От расстройства зашла в магазин модной одежды, выбрала себе длинную юбку, броскую, с павлинами по подолу — не все же в обтягивающей все места белой ходить. А эта — дорогая юбка, немецкая, двести долларов. Там прямо в магазине сразу ее и надела.

«Мерседеса» у подъезда уже не было, зато на скамейке сидела Тата. Возле нее стояли два чемодана и мешок.

— А я как раз вас жду. Вы знаете, меня тетка… того, выгнала. На порог не пустила. Прямо в дверях все мои вещи передала и шварк дверью. Говорит, замуж выходит. Я, правда, не знаю, кому она нужна в таком возрасте, ну да ладно. Это все так неожиданно. Позвольте я у вас перекантуюсь пару дней, пока жилья не найду. Вам это в будущей жизни обязательно зачтется. К тому же, я слышала, ваш муж все равно уехал, а детей у вас нет… Вы не возьмете ли мой мешок, а то там лифт сломался?

Марина Павловна недовольно поджала губы, но мешок взяла.

— Да, но только до приезда Бориса Михайловича, — строго предупредила она.

А то еще поселится — не выгонишь. И потом — если предстояли эти тяжелые боевые действия с Жанной, так эта Тата — темная лошадка, еще неизвестно, как себя поведет, чью сторону займет. Где гарантии, что именно ее, Марины Павловны?
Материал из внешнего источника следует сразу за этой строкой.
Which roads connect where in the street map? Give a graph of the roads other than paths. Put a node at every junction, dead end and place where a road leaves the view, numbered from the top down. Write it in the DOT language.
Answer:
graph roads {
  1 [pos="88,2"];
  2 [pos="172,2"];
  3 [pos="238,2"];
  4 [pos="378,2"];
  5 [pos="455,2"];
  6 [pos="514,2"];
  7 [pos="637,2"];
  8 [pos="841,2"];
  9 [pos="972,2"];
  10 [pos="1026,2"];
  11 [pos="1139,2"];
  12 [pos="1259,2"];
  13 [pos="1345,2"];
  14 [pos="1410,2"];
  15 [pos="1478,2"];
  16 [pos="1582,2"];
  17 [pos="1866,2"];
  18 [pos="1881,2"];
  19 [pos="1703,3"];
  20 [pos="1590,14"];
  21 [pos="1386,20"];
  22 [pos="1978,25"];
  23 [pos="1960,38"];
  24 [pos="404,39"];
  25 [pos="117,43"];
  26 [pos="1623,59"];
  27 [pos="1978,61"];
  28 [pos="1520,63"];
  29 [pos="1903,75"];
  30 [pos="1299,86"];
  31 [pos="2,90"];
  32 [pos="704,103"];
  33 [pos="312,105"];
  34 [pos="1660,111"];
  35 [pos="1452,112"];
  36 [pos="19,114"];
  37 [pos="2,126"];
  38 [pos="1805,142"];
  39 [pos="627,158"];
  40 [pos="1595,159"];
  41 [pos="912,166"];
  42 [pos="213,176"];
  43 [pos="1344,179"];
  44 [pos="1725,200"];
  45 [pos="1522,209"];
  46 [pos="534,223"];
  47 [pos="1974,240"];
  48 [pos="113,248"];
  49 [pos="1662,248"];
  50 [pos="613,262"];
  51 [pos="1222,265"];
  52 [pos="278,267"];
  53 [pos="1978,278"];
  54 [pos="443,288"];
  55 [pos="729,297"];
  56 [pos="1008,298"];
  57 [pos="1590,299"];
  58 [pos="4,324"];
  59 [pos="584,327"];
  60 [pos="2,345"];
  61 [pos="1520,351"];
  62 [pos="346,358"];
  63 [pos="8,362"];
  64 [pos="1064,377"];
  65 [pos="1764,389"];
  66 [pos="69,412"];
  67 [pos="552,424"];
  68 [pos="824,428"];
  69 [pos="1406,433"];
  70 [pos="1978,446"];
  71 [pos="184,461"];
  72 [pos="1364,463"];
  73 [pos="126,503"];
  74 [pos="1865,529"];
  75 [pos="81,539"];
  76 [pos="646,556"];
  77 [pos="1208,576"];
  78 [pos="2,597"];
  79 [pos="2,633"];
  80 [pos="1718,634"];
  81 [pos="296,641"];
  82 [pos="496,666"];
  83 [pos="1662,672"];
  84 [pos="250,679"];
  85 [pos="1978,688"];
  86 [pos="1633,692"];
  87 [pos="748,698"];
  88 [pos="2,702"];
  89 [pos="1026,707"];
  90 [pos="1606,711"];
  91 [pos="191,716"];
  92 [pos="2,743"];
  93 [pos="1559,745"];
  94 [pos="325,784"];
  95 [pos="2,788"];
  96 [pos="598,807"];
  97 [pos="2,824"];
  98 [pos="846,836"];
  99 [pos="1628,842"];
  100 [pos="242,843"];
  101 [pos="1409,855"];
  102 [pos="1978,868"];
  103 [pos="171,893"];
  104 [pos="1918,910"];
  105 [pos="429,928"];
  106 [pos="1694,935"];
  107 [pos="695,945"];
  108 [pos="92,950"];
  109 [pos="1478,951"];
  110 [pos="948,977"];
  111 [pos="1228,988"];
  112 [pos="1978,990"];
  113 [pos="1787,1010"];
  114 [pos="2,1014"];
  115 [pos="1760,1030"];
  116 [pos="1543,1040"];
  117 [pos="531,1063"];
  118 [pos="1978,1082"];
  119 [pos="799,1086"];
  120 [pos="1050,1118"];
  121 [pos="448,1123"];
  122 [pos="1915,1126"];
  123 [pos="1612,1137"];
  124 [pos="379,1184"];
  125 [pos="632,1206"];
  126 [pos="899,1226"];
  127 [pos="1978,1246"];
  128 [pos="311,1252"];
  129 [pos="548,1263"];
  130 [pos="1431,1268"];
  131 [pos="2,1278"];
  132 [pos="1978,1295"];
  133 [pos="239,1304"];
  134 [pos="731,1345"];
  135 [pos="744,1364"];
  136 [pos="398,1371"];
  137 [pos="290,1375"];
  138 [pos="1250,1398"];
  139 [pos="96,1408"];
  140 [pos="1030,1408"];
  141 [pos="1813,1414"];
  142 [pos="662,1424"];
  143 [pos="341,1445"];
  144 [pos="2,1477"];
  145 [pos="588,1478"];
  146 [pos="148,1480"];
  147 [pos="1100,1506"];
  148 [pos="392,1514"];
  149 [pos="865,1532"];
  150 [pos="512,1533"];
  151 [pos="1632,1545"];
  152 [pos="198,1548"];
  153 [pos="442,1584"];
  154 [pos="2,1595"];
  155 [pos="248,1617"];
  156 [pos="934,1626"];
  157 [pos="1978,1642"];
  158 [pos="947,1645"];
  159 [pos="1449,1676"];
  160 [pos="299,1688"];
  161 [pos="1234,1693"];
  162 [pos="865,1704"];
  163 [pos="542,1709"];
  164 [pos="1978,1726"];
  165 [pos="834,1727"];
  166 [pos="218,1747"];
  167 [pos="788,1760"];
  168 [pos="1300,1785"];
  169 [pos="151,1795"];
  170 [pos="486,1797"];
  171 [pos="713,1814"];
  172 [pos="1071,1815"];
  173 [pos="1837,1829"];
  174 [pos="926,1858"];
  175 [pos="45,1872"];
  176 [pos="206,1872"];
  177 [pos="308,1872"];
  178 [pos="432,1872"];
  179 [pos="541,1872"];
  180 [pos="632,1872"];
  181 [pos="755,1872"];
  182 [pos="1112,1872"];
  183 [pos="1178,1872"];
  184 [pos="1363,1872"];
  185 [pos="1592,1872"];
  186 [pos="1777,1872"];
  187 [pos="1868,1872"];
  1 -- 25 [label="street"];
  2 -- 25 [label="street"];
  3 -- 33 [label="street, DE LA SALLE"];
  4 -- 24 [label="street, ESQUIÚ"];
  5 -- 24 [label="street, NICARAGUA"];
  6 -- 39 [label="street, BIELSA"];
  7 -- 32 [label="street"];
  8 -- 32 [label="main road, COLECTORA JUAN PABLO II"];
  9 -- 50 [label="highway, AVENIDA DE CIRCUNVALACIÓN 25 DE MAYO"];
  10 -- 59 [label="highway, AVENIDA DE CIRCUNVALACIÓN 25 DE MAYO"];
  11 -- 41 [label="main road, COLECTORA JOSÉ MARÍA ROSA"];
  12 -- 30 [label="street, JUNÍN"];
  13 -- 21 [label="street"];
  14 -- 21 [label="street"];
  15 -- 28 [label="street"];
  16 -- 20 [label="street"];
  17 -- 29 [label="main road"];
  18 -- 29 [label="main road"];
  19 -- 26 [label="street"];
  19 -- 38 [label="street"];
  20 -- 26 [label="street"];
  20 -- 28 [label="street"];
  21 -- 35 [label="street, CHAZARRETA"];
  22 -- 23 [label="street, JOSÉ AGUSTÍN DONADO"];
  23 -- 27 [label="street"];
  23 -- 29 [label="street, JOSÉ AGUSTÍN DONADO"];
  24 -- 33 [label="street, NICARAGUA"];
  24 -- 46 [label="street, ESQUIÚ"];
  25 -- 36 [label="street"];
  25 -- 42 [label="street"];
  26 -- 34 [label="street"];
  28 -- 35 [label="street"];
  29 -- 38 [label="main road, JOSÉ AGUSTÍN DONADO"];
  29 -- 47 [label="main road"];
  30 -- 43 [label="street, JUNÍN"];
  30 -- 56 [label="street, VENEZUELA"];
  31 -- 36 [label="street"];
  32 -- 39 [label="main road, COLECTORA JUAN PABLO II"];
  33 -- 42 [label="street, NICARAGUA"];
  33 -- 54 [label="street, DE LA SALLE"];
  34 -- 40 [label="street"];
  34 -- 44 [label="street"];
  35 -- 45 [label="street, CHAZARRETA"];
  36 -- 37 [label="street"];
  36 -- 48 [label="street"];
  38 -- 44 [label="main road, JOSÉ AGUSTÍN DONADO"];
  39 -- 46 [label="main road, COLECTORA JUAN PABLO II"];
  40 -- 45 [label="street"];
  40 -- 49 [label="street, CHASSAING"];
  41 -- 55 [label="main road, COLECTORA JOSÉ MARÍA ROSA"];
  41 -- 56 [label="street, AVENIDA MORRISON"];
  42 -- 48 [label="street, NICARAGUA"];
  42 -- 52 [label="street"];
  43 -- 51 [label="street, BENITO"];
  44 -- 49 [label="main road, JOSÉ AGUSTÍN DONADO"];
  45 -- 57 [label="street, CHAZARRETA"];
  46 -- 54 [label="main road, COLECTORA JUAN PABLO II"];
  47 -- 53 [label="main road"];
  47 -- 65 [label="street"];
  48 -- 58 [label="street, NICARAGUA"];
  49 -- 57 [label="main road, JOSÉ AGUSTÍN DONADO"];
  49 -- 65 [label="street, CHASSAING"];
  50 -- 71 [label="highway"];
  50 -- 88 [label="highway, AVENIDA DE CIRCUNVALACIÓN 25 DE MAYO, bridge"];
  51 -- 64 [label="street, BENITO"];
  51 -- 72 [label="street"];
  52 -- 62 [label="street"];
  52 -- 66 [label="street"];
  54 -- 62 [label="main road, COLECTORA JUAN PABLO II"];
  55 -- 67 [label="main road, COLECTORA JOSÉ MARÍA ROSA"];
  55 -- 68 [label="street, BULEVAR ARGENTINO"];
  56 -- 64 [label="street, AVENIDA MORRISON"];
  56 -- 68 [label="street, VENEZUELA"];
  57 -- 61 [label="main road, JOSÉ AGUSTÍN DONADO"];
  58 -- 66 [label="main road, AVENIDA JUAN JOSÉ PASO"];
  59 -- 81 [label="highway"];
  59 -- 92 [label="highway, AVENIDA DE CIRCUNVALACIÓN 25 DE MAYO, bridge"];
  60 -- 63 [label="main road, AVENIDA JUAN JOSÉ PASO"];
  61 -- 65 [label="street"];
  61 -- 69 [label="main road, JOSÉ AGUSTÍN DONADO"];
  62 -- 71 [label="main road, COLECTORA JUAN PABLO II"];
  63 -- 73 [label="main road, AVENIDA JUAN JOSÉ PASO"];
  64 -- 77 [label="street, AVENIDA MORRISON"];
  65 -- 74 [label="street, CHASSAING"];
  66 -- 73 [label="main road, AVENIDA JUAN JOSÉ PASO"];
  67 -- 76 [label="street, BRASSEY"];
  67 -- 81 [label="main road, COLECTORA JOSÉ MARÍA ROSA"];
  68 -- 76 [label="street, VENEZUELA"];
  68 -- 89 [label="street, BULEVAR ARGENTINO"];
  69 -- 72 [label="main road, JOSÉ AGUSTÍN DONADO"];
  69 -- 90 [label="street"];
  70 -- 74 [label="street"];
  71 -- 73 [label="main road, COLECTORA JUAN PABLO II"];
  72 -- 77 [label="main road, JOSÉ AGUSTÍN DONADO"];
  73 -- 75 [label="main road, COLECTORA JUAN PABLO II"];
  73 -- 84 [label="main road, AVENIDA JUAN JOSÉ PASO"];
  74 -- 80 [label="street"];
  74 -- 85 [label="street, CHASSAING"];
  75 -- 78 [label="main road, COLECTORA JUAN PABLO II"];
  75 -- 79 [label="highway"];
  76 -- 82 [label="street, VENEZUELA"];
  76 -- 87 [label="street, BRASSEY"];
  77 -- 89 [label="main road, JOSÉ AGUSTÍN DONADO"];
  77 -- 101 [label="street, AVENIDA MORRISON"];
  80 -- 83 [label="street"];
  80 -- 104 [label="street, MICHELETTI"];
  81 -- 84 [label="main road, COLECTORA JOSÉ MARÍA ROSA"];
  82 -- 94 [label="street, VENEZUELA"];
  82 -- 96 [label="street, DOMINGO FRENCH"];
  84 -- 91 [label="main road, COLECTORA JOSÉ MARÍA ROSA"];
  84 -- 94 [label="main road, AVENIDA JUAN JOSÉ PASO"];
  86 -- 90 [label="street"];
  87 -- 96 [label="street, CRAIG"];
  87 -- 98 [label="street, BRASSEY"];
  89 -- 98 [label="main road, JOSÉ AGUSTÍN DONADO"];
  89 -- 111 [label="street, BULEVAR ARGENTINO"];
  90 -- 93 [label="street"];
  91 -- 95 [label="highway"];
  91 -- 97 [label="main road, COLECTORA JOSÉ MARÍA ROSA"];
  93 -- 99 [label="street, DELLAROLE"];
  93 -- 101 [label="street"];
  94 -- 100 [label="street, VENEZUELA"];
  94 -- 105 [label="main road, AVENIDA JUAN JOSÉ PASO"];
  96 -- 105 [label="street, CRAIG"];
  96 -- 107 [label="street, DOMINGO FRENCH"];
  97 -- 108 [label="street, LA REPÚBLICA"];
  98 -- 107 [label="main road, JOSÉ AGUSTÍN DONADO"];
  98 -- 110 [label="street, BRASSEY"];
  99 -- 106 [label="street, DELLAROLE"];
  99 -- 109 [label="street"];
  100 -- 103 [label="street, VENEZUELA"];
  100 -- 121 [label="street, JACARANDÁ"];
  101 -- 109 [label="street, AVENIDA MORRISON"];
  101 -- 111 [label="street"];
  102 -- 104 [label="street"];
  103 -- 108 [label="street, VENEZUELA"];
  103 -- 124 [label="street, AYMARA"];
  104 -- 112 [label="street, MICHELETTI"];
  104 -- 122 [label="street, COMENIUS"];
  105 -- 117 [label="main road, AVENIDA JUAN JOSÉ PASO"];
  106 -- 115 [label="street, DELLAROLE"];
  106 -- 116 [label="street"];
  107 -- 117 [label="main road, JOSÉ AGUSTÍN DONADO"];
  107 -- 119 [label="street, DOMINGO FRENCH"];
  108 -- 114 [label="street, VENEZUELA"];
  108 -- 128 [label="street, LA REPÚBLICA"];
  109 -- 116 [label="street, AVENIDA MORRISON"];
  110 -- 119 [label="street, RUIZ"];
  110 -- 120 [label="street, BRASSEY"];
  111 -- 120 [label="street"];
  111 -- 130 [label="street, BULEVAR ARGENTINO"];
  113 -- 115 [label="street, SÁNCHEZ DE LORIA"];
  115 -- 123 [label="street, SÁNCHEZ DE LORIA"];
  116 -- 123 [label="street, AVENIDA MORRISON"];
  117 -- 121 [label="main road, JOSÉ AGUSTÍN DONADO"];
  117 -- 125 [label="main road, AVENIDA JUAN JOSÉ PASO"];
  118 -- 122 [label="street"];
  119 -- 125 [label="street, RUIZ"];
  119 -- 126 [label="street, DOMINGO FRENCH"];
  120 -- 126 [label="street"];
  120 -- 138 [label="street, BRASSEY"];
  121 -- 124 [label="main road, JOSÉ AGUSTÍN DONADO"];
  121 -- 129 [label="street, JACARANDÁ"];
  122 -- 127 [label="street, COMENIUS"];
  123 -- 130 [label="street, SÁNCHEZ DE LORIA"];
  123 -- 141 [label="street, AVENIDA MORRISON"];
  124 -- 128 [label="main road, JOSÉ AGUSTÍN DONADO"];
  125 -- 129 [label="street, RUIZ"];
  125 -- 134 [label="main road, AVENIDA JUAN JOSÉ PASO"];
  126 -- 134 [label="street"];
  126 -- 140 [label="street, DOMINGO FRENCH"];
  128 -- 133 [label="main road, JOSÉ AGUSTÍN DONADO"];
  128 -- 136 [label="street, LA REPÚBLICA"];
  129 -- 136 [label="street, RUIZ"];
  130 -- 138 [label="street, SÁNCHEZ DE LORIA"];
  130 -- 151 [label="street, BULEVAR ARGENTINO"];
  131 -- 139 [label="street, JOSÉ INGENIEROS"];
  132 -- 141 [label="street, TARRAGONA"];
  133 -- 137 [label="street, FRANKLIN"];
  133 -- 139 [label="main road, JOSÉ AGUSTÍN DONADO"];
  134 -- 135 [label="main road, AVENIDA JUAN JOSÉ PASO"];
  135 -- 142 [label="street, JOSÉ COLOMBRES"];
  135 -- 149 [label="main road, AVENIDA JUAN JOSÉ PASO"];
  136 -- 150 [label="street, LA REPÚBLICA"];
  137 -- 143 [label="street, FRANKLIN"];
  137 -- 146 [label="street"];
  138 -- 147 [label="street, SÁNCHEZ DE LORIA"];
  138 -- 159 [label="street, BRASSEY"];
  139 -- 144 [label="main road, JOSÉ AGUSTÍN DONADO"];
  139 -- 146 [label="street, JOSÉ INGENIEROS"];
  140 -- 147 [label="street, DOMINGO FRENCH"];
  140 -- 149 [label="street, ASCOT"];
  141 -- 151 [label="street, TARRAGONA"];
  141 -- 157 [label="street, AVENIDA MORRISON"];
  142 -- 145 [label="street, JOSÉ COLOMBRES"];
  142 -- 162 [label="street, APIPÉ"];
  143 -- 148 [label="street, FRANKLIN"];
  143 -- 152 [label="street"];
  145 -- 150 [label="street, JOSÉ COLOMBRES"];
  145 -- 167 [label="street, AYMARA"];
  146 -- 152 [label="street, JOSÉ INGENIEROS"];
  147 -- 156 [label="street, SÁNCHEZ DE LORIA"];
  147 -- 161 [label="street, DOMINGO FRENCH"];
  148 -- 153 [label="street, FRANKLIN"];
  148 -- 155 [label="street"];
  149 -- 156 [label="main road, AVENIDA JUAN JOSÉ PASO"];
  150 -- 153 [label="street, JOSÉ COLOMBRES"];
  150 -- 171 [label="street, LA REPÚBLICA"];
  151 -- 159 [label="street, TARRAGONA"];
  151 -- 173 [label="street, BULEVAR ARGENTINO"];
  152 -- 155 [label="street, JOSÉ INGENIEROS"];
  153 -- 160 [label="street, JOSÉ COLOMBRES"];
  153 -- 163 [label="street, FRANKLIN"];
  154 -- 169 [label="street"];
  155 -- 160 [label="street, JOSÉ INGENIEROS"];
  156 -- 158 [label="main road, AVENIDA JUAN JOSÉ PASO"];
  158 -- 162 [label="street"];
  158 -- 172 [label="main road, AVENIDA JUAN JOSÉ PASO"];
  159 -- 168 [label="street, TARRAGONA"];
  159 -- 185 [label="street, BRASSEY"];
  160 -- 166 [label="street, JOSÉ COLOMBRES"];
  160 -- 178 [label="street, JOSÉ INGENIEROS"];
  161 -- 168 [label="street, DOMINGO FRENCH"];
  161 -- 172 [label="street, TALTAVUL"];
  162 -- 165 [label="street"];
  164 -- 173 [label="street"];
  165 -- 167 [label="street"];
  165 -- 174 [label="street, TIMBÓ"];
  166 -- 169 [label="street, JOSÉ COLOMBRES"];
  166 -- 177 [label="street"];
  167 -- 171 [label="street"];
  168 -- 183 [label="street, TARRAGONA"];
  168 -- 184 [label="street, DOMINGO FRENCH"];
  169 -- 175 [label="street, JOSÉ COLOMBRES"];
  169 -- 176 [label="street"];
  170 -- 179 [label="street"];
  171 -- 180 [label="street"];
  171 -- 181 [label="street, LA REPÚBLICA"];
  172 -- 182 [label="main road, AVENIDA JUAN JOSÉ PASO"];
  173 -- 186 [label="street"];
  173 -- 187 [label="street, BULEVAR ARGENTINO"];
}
С другой стороны, если будет в квартире Тата, то Людочка к ним уже не сунется. А это плюс.

Вдруг, проходя мимо Людочкиной двери, они услышали в квартире какой-то грохот и через несколько секунд — нечеловеческий вопль. Марина Павловна позвонила в дверь. Она тут же распахнулась, и на пороге возникла дрожащая от ужаса Людочка.

— Ой, Марина Павловна, вы не поверите — он ночью мои духи французские выпил, которые сам же мне на день рождения подарил. А потом в ванной заперся и там чего-то нахлебался — у меня в шкапике и дихлофос, и зубной элексир, и средство для прочистки труб. В общем, явно он какой-то отравы хватил и теперь все громит — зеркало, ванну, кажется, расколол. Громит, а потом сам кричит так нечеловечески тоскливо:

— Помогите!

— Помогите! — раздалось из ванной. Потом воцарилась пауза. Потом опять это душераздирающее:

— Помогите!

— Так это Костик у вас там в плену? — недобро ухмыльнулась Тата. — Вы за него, что ли, замуж собрались? Заперли его там, а меня не пустили? На измор берете?

— Да, дурно вы с ним обошлись, — вдруг поддакнула ей Марина Павловна, пощипывая свои окаянные усики. — Нельзя никого ни силком, ни подкупом, ни хитростью за себя тянуть, — назидательно добавила она. — Теперь расхлебывайте. Вызывайте психушку. Горячка это наверняка белая. Делириум.